Final Fantasy VII looms massively in the canon of modern JRPGs, and a mixture of innovations in video game narrative, excellent music and animation, and an engaging combat system have helped it to remain one of the best experiences you can have with a controller and 40 or 50 hours to kill.

Final Fantasy VII still has a ton to teach modern video games. The pacing of its plot is impeccable and has been gushed about for decades for a reason. Though the chibi graphics may be a bit off-putting to the most graphics-slobbering contemporary connoisseur, they remain charming, and the animated cutscenes are still striking and emotive decades after they've ceased to be technical marvels. The combat system deftly marries turn-based strategic RPG gameplay with a sense of furious forward propulsion with its reliance on active decision-making. Even in the less-than-ideal English translation, dialogue and exposition serve to engage the player in the world and character interactions constantly. There's really no reason to get into what makes this game so special, as it's pretty immediately obvious to anyone who's spent a few hours with it, and much smarter people than I have written about it to death.

There is one central plot element, though, that is delivered so masterfully using the specific language of video games as a medium that I simply must expand on it. It should be a fundamental building block of all video game narrative discussions and education, and I don't see it referenced nearly enough. I might just not be well-read enough. What I'm talking about here are the Nibelheim sections. They work on so many levels⁠—plot exposition, character development, vehicles for one of the most organic yet shocking twists in a video game⁠—but the one that is most central is player immersion in the act of roleplaying as Cloud.

Let's review. When your party leaves Midgar, they arrive in the town of Kalm, where Cloud takes it upon himself to recall his past in order to help everyone understand the origins of the mysterious Sephiroth, who has just killed President Shinra. He does this by telling them a playable story about his home town of Nibelheim, where Tifa also grew up. Right off the bat, we have a lesson I think many people have already taken from the game⁠—plot-essential flashbacks work much better as playable moments than as cutscenes or lengthy dialogue sections. So, you're playing in Nibelheim and Cloud starts telling the story of how he, as a first-class SOLDIER, was dispatched to Nibelheim alongside the mighty Sephiroth to look into some problems at a Mako Reactor there. During this flashback, Cloud's inferiority to Sephiroth in combat prowess is demonstrated by an encounter with a Dragon who will easily OHKO the player but is handily defeated by Sephiroth. Gameplay in Nibelheim mostly revolves around visiting childhood haunts of Cloud's and exploration of Mt. Nibel and a mysterious mansion in town where Sephiroth holes himself up after coming face-to-face with Shinra experiments in the reactor.

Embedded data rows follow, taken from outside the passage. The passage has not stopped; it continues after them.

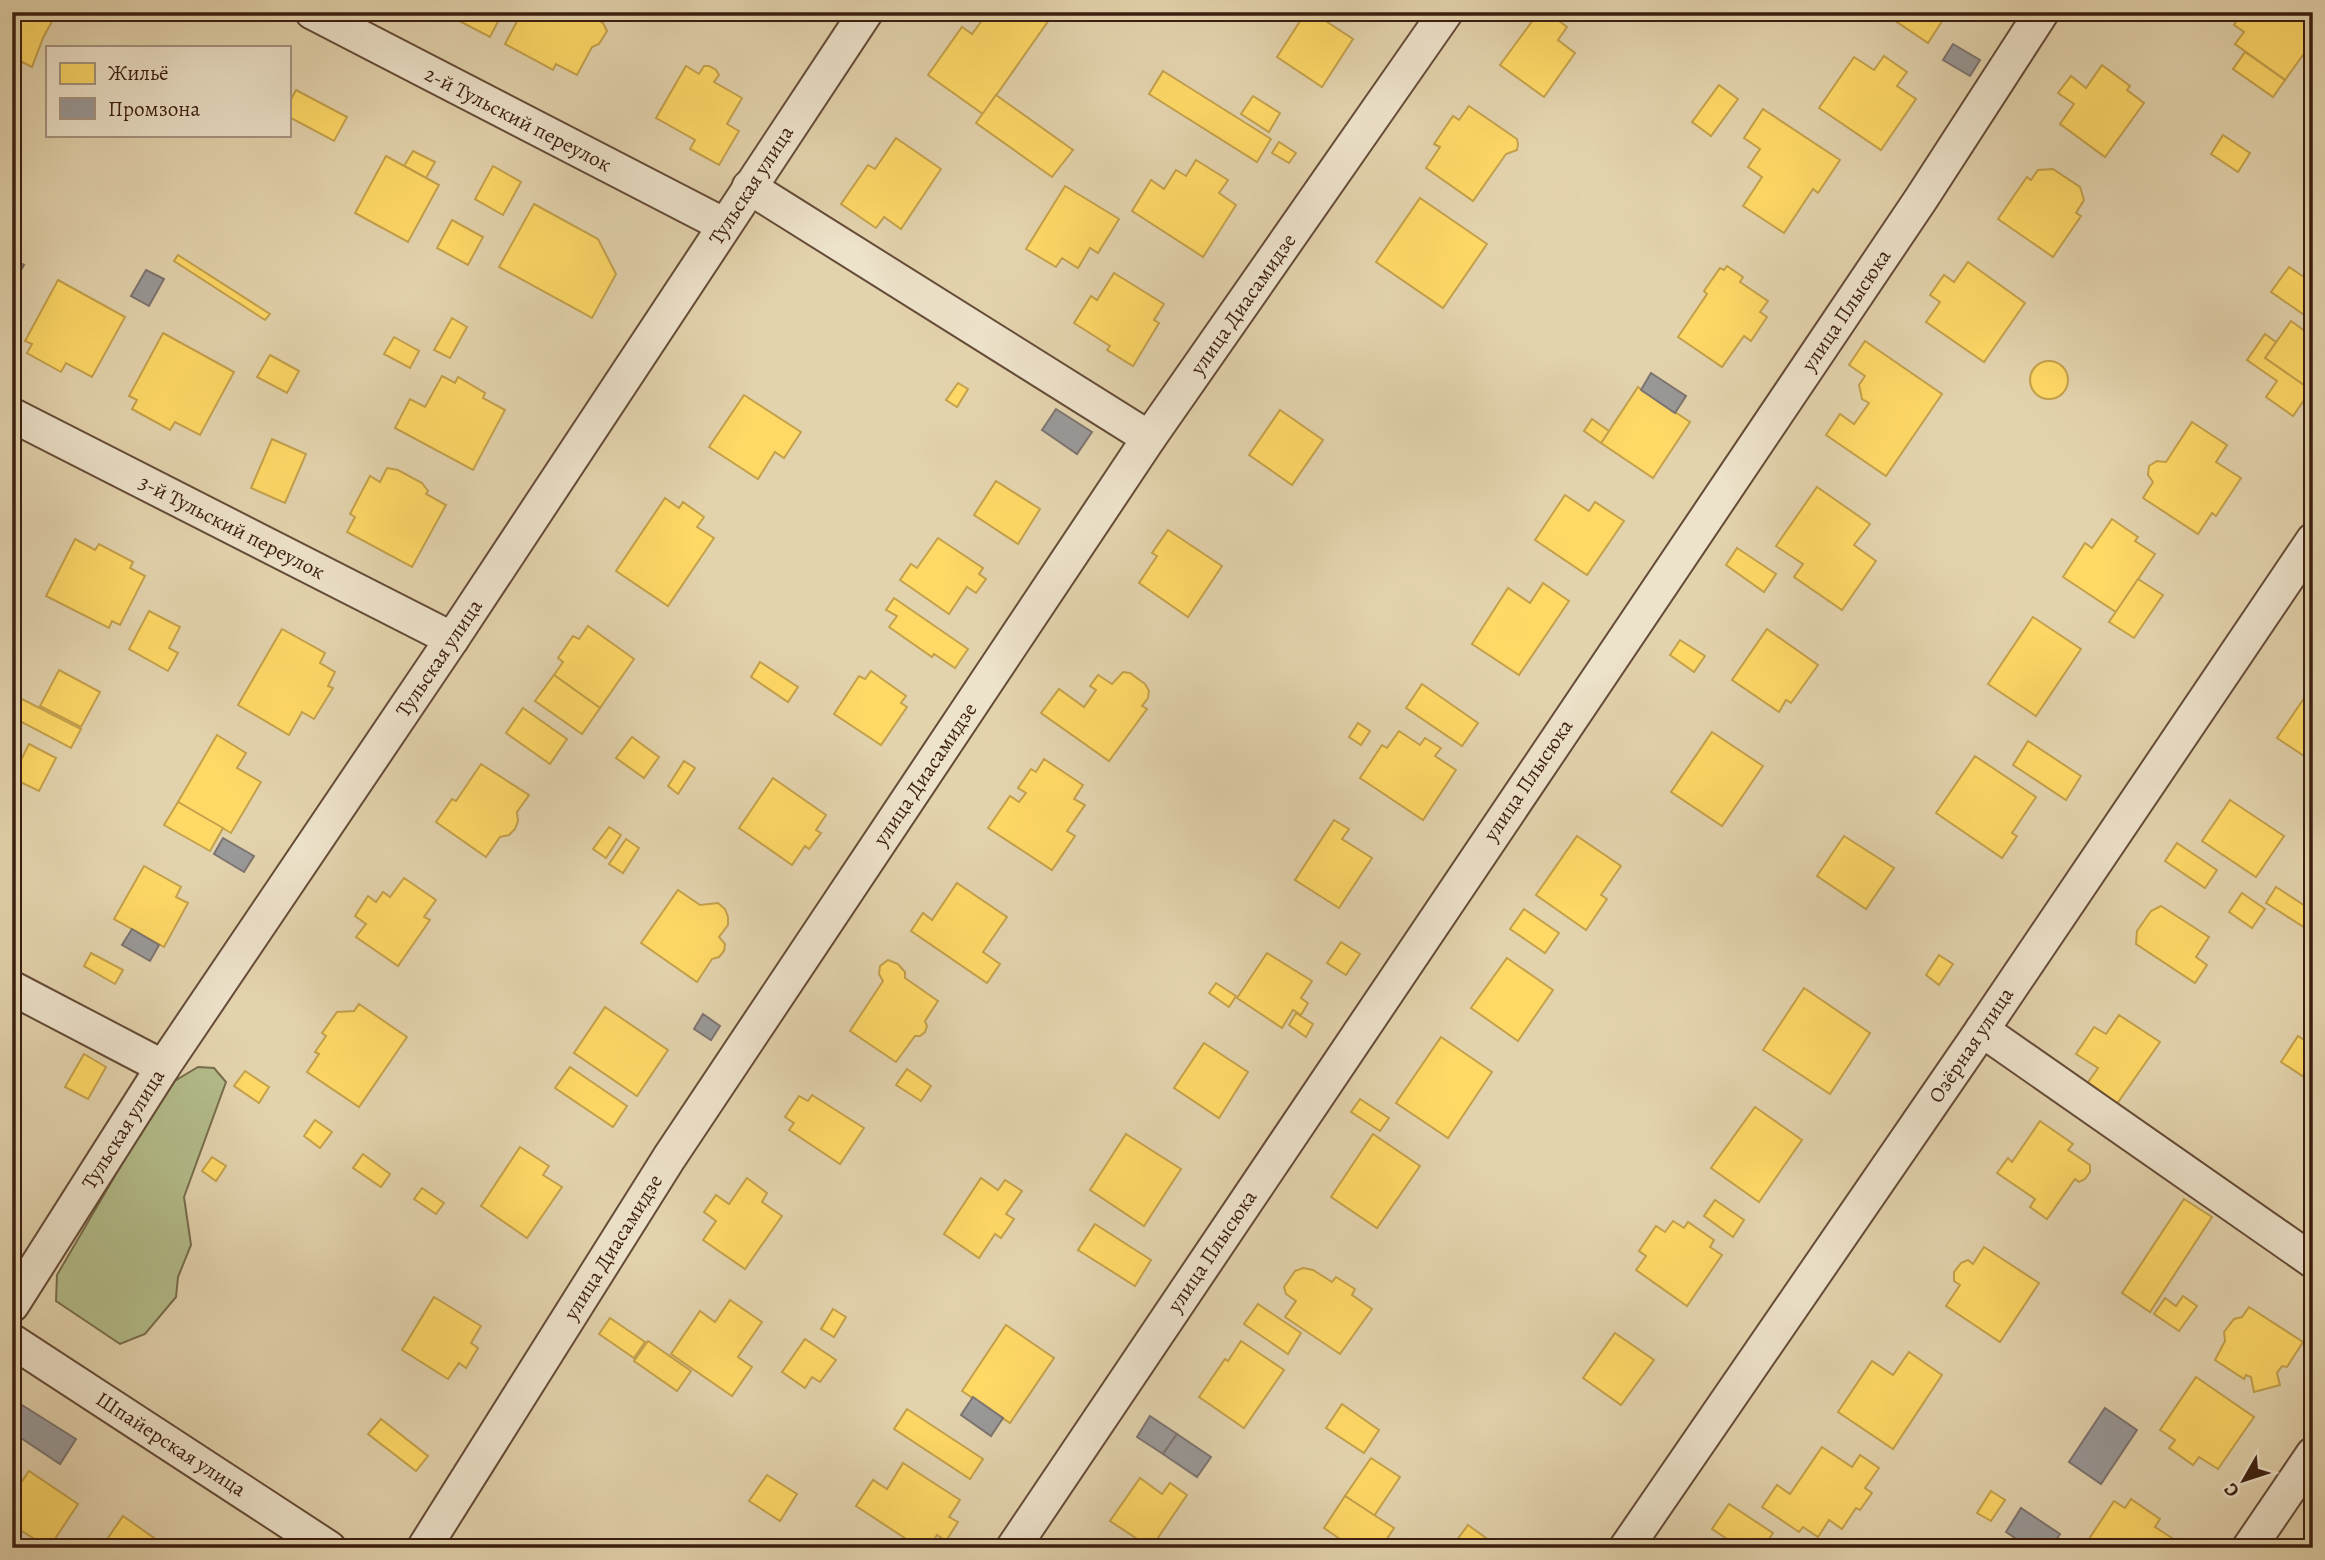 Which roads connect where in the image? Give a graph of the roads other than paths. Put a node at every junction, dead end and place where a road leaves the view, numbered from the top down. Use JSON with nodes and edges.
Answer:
{"nodes":[{"id":1,"x":312,"y":12,"type":"edge"},
{"id":2,"x":866,"y":12,"type":"edge"},
{"id":3,"x":1446,"y":12,"type":"edge"},
{"id":4,"x":2042,"y":12,"type":"edge"},
{"id":5,"x":749,"y":187,"type":"junction"},
{"id":6,"x":724,"y":225,"type":"junction"},
{"id":7,"x":12,"y":415,"type":"edge"},
{"id":8,"x":1149,"y":438,"type":"junction"},
{"id":9,"x":2313,"y":540,"type":"edge"},
{"id":10,"x":452,"y":639,"type":"junction"},
{"id":11,"x":12,"y":988,"type":"edge"},
{"id":12,"x":1982,"y":1030,"type":"junction"},
{"id":13,"x":163,"y":1067,"type":"junction"},
{"id":14,"x":2313,"y":1261,"type":"edge"},
{"id":15,"x":12,"y":1305,"type":"edge"},
{"id":16,"x":12,"y":1341,"type":"edge"},
{"id":17,"x":2313,"y":1454,"type":"edge"},
{"id":18,"x":329,"y":1548,"type":"edge"},
{"id":19,"x":424,"y":1548,"type":"edge"},
{"id":20,"x":1013,"y":1548,"type":"edge"},
{"id":21,"x":1626,"y":1548,"type":"edge"},
{"id":22,"x":2249,"y":1548,"type":"edge"}],
"edges":[{"from":1,"to":6,"type":"street","name":"2-й Тульский переулок"},
{"from":2,"to":5,"type":"street","name":"Тульская улица"},
{"from":3,"to":8,"type":"street","name":"улица Диасамидзе"},
{"from":4,"to":20,"type":"street","name":"улица Плысюка"},
{"from":5,"to":6,"type":"street","name":"Тульская улица"},
{"from":5,"to":8,"type":"street"},
{"from":6,"to":10,"type":"street","name":"Тульская улица"},
{"from":7,"to":10,"type":"street","name":"3-й Тульский переулок"},
{"from":8,"to":19,"type":"street","name":"улица Диасамидзе"},
{"from":9,"to":12,"type":"street","name":"Озёрная улица"},
{"from":10,"to":13,"type":"street","name":"Тульская улица"},
{"from":11,"to":13,"type":"street"},
{"from":12,"to":14,"type":"street"},
{"from":12,"to":21,"type":"street","name":"Озёрная улица"},
{"from":13,"to":15,"type":"street","name":"Тульская улица"},
{"from":16,"to":18,"type":"street","name":"Шпайерская улица"},
{"from":17,"to":22,"type":"street"}]}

At this time, all the player knows is that they get to participate in telling the story of what Cloud did during this visit to Nibelheim, but the experienced player knows that his foggy memory is causing him, depending on your interpretation, to obfuscate events and lie or to incorrectly recall key details. This struggle to recall is a strong in-game justification for any wandering the player might do.

Much later, the player is again required to visit Nibelheim in pursuit of Sephiroth, and the player's memory of the town and Cloud's are one. We know exactly where to go to move the story forward, as we have played Cloud's memory, and Cloud in-game has that memory. To me, this is a fascinating case study in the way that growing player familiarity with a game's world can be integrated into the experience of roleplaying a character in that world. Sure, in open-world games or virtually any game based on exploration at all, the player and the player character are both in some or many ways blank slates that grow together in their grasp of how things work, where major locations are, etc. But here, we have a cinematic moment of a flashback that is told entirely in the language of video games and has a payoff that is equally unique to the medium.

Later on, of course, we have one of the most incredible psychological setpieces in any video game ever in the rebuilding of Cloud's memory, and again the player's participation is essential to the work of the characters themselves in rebuilding Cloud's memory and identity.

Outside of this observation, I don't have a ton to add to existing discourse about Final Fantasy VII. The game still plays great and even if you're spoiled on the particular big twist moments (Aerith's death is the big one) the way the story is told cannot be missed.

For me personally, the game is a bit hurt by reliance on JRPG gameplay tropes that continue to the present day in the genre. There are some abilities and items that are not easy to find without a guide that are basically essential to overcome a massive difficulty spike at the end of the story. I think that the optional endgame content should demand that you scoured the world for certain abilities and items, but Meteor basically only being survivable if you managed to find Big Guard blind is a bit bullshit. I'm pretty insistent on playing games blind, and the entire game's difficulty curved nicely with a bit of grinding, which I don't mind, but I still haven't found a single strategy for Sephiroth that doesn't rely on Big Guard or some other easily missable materia like the Knights of the Round summon or something.

Ultimately though, that one minor personal gripe doesn't hold me back from saying loudly that this is one of the rare games that absolutely everyone who cares at all about the medium should play.